# What the exercise asks
Work out how many lines of the listing hold "Gang", then state only that count.

Materials provided below:

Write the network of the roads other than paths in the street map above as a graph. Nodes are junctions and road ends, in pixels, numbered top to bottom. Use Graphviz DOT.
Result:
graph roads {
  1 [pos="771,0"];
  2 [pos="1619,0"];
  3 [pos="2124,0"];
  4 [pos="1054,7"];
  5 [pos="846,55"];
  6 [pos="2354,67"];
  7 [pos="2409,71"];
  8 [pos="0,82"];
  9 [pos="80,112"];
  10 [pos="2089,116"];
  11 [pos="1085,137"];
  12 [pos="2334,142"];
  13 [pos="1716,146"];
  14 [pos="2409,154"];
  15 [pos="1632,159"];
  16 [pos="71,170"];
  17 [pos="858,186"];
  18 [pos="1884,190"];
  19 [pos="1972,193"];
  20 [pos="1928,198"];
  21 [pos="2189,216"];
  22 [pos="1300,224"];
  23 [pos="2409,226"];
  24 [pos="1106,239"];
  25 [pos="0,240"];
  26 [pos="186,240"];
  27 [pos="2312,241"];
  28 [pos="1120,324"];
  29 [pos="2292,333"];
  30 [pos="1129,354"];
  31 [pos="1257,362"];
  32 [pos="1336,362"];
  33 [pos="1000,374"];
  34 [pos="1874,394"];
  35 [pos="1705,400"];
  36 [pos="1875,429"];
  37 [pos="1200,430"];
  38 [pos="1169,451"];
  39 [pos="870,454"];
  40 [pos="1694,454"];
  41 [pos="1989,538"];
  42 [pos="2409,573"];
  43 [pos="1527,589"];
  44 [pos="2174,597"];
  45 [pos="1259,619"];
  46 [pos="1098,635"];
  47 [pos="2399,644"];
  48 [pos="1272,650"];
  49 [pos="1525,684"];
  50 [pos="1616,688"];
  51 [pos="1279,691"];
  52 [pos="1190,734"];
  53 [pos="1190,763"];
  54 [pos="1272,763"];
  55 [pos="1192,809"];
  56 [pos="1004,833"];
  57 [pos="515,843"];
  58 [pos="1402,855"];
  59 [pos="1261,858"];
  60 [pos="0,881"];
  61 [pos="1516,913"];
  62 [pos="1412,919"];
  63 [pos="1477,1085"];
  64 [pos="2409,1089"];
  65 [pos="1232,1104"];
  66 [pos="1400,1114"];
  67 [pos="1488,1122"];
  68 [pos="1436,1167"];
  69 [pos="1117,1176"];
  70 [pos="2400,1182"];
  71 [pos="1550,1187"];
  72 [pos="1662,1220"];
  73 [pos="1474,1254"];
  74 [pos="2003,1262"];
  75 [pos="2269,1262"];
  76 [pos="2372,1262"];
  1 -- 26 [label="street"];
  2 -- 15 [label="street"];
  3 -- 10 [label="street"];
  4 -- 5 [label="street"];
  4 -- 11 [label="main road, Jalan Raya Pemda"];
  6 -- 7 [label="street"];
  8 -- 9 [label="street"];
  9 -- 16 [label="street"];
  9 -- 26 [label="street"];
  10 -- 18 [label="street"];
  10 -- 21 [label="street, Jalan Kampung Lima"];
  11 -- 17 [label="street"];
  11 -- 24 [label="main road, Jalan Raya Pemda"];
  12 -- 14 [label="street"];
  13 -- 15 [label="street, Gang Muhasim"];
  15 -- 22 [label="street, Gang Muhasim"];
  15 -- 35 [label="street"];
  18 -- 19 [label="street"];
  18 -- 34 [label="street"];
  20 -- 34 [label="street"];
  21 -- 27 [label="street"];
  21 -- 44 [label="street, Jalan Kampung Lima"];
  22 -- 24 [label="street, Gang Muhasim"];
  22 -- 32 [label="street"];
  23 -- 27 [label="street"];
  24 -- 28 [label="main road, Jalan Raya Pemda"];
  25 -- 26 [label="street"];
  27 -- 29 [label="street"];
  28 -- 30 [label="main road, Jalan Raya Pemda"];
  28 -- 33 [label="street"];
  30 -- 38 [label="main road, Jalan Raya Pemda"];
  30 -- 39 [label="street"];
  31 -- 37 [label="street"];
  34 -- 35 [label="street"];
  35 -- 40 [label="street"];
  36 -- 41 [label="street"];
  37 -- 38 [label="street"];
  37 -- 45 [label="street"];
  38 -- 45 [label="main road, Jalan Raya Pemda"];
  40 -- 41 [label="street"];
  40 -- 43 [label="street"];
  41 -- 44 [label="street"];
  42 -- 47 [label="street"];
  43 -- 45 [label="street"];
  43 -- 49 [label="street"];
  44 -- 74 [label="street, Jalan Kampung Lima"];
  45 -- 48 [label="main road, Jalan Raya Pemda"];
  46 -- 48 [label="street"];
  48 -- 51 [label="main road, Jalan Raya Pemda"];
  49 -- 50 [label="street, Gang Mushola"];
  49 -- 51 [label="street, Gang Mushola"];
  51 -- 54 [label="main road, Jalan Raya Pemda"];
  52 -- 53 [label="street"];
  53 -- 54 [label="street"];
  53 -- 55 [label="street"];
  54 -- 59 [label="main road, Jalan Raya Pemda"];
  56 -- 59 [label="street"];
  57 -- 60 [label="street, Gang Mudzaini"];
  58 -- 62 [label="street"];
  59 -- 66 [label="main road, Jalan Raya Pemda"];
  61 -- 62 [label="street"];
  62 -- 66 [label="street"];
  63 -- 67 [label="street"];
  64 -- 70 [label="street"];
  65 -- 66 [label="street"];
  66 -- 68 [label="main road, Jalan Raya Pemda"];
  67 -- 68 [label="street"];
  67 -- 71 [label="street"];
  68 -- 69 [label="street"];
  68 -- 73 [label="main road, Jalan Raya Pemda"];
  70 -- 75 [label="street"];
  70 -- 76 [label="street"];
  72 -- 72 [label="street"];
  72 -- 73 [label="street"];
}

End of Materials provided.

# Written response
6